El populismo de izquierda, que enarbola la bandera de la redistribución, ha confundido inclusión social con clientelismo. En su afán de mantener apoyo, distribuyó subsidios y prebendas sin generar productividad. El populismo de derecha, en cambio, promete libertad económica, pero suele convertirla en privilegio para pocos. Detrás de sus discursos meritocráticos se esconden redes empresariales que buscan protección del Estado, no competencia real.
El premio Nobel de Economía Jean Tirole sostiene que el mercado y el Estado no son competidores, sino complementos: el primero garantiza eficiencia e innovación; el segundo, justicia y estabilidad. Pero para que ambos funcionen, deben existir reglas claras, instituciones fuertes y un sentido ético de lo público. Cuando la política se reduce a una guerra de etiquetas, se pierde de vista lo esencial: la gestión del bien común.

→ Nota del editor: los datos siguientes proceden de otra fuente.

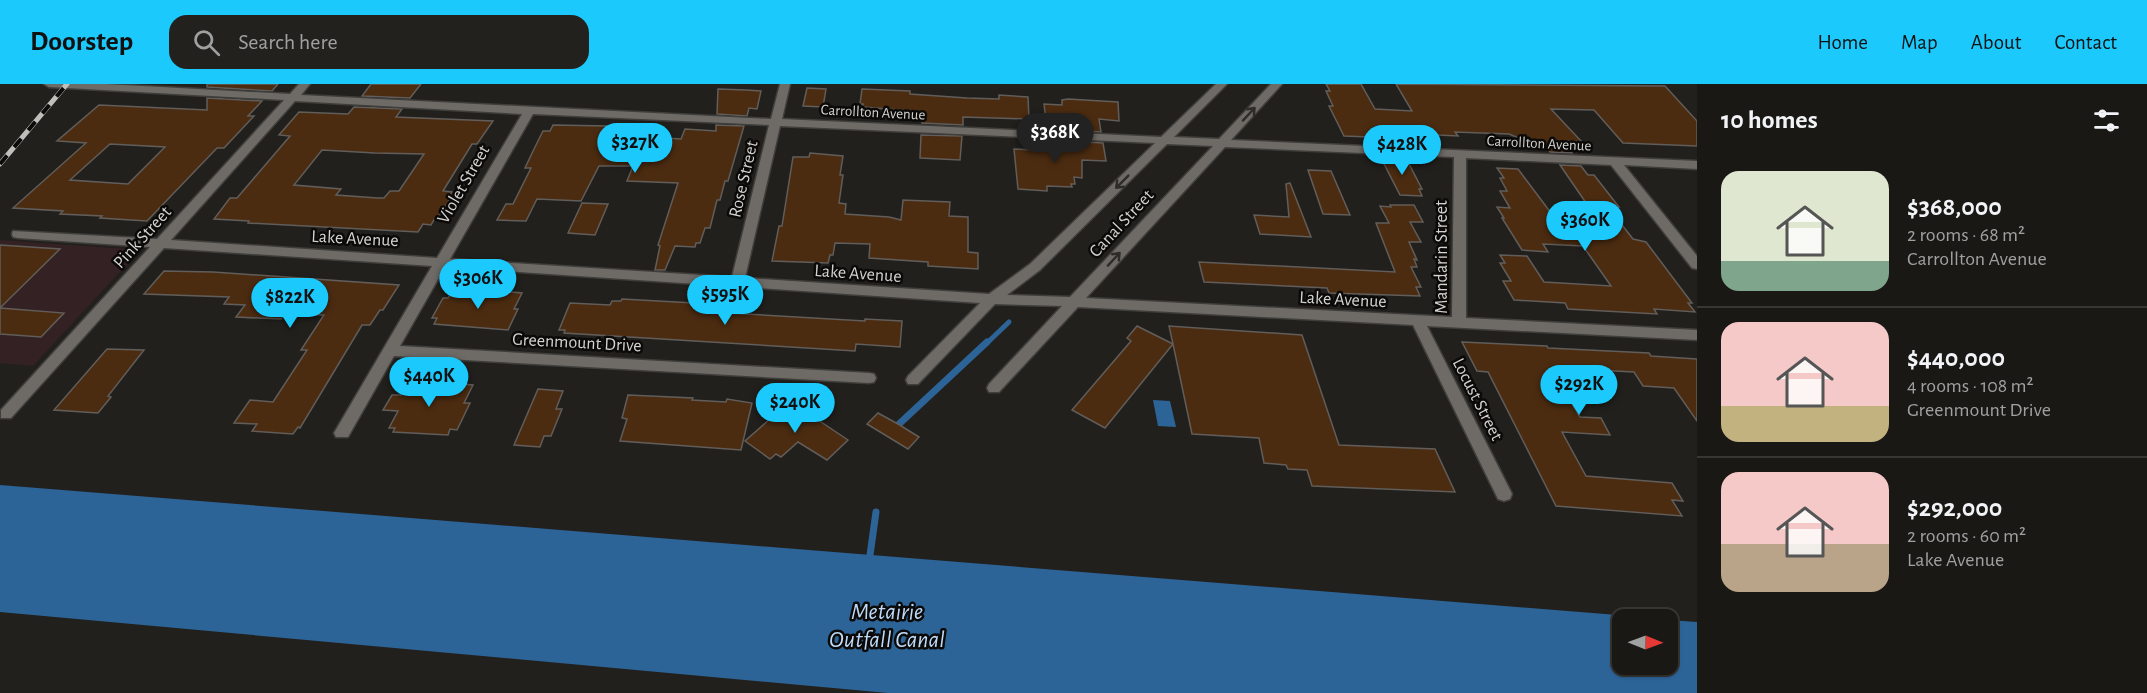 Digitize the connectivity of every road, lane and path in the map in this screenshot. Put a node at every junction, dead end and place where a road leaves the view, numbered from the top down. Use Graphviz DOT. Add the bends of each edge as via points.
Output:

La experiencia boliviana demuestra que subvencionar empresas públicas sin evaluación técnica ha sido un error monumental. La industria subsidiada se vuelve dependiente y mediocre, mientras el Tesoro se vacía. Pero reducir el papel del Estado a cero tampoco es solución. Los servicios esenciales como el agua, la energía y la salud no pueden quedar al arbitrio del lucro privado. La clave está en delimitar con precisión dónde debe actuar el Estado y dónde debe retirarse.
El populismo de Evo Morales y el de Milei comparten una tentación: ofrecer respuestas simples a problemas complejos. Ambos prometen redención, uno mediante el control absoluto del Estado y el otro mediante su demolición, pero la historia enseña que ningún extremo genera prosperidad sostenible. El verdadero progreso surge del equilibrio, de políticas que combinen disciplina fiscal, libertad empresarial y justicia social.
Las redes sociales han agravado esta falsa dicotomía. En lugar de debatir ideas, se intercambian insultos. Los líderes prefieren viralizar frases provocadoras antes que presentar planes de gobierno. Así, la esfera pública se degrada en espectáculo, mientras la economía se hunde. El ciudadano, atrapado entre el fanatismo y la indiferencia, termina por desconfiar de todo.
Bolivia no requiere más discursos ideológicos, sino instituciones sólidas, políticas basadas en evidencia y líderes pragmáticos. Ni el mercado ni el Estado, por sí solos, garantizan progreso. El país necesita un pacto que combine regulación honesta, competencia transparente y una ciudadanía que exija rendición de cuentas. Solo así podrá superar el falso dilema ideológico que lo mantiene atrapado entre la demagogia y la improvisación.